Saved data entries:
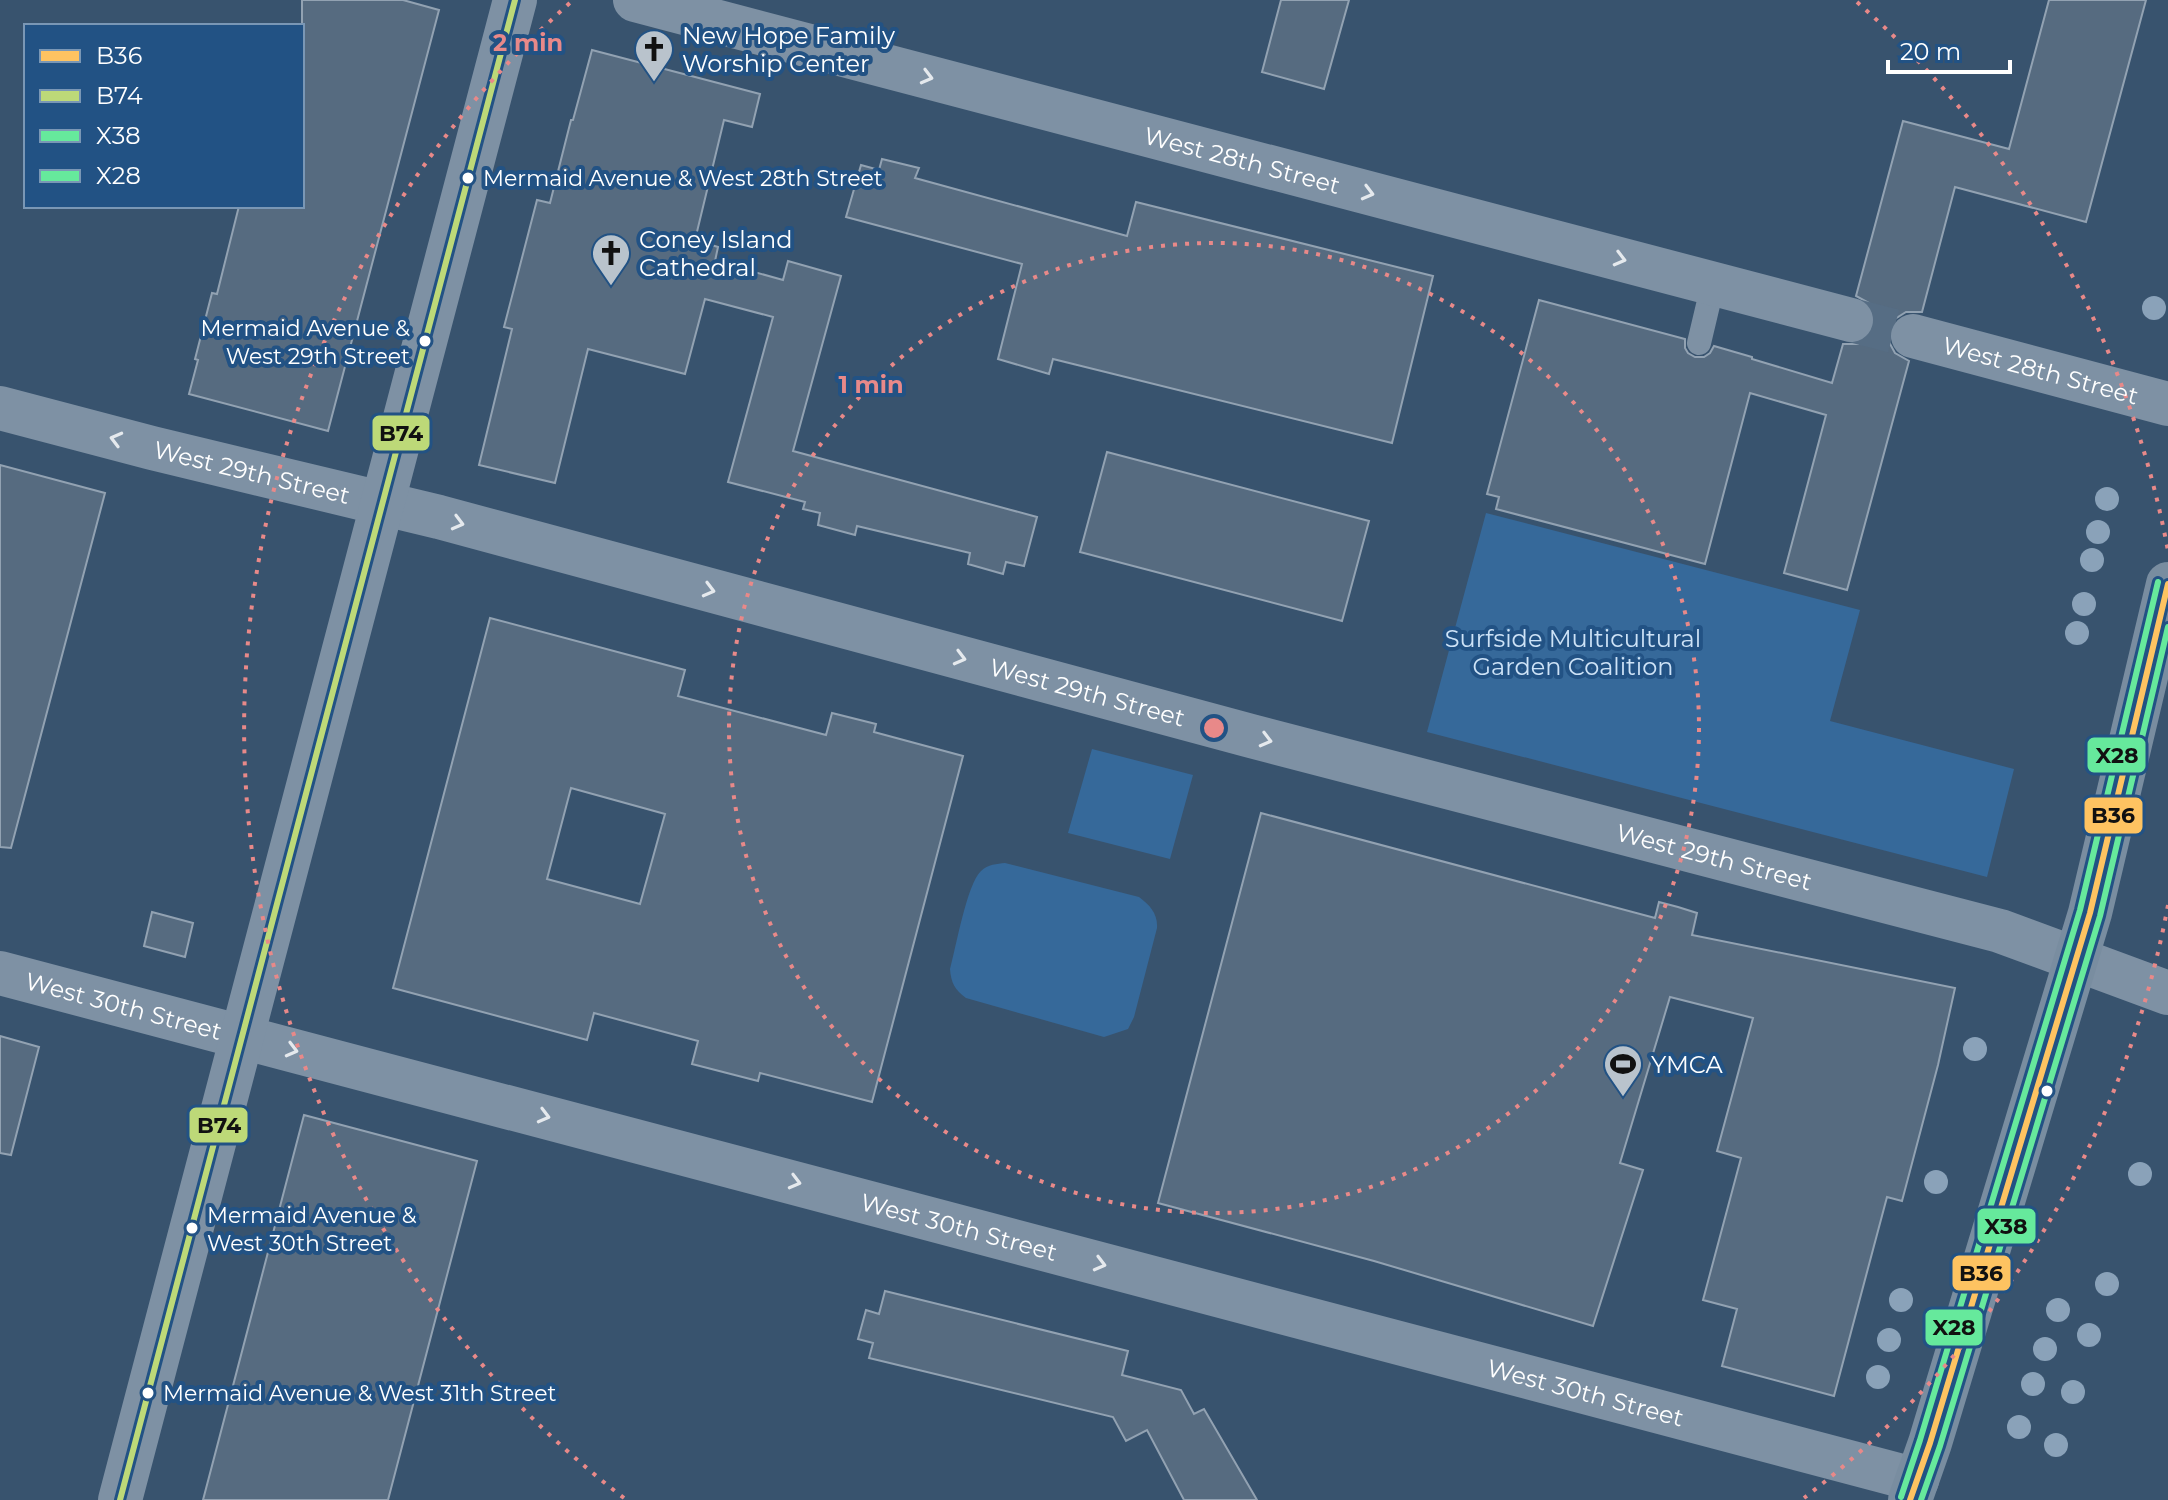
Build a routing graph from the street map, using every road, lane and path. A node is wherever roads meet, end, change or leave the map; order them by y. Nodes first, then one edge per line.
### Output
1 (515, 0) edge
2 (635, 0) edge
3 (1713, 284) junction
4 (1851, 320) tunnel mouth
5 (1913, 336) tunnel mouth
6 (1699, 343) dead end
7 (2168, 404) edge
8 (0, 408) edge
9 (383, 503) junction
10 (2168, 584) edge
11 (2076, 960) junction
12 (0, 973) edge
13 (2168, 993) edge
14 (243, 1037) junction
15 (1914, 1490) edge
16 (120, 1500) edge

1 - 9 street
2 -> 3 street, West 28th Street
3 - 4 street, West 28th Street
3 - 6 lane
5 - 7 street, West 28th Street
9 -> 8 street, West 29th Street
9 -> 11 street, West 29th Street
9 - 14 street
10 - 11 main road
11 - 13 street, West 29th Street
11 - 15 main road
12 - 14 street, West 30th Street
14 -> 15 street, West 30th Street
14 - 16 street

◆ Exercise description:
Every record above should be transcribed exactly; the pictures stay out of the copy.

◆ Answer space:
Build a routing graph from the street map, using every road, lane and path. A node is wherever roads meet, end, change or leave the map; order them by y. Nodes first, then one edge per line.
### Output
1 (515, 0) edge
2 (635, 0) edge
3 (1713, 284) junction
4 (1851, 320) tunnel mouth
5 (1913, 336) tunnel mouth
6 (1699, 343) dead end
7 (2168, 404) edge
8 (0, 408) edge
9 (383, 503) junction
10 (2168, 584) edge
11 (2076, 960) junction
12 (0, 973) edge
13 (2168, 993) edge
14 (243, 1037) junction
15 (1914, 1490) edge
16 (120, 1500) edge

1 - 9 street
2 -> 3 street, West 28th Street
3 - 4 street, West 28th Street
3 - 6 lane
5 - 7 street, West 28th Street
9 -> 8 street, West 29th Street
9 -> 11 street, West 29th Street
9 - 14 street
10 - 11 main road
11 - 13 street, West 29th Street
11 - 15 main road
12 - 14 street, West 30th Street
14 -> 15 street, West 30th Street
14 - 16 street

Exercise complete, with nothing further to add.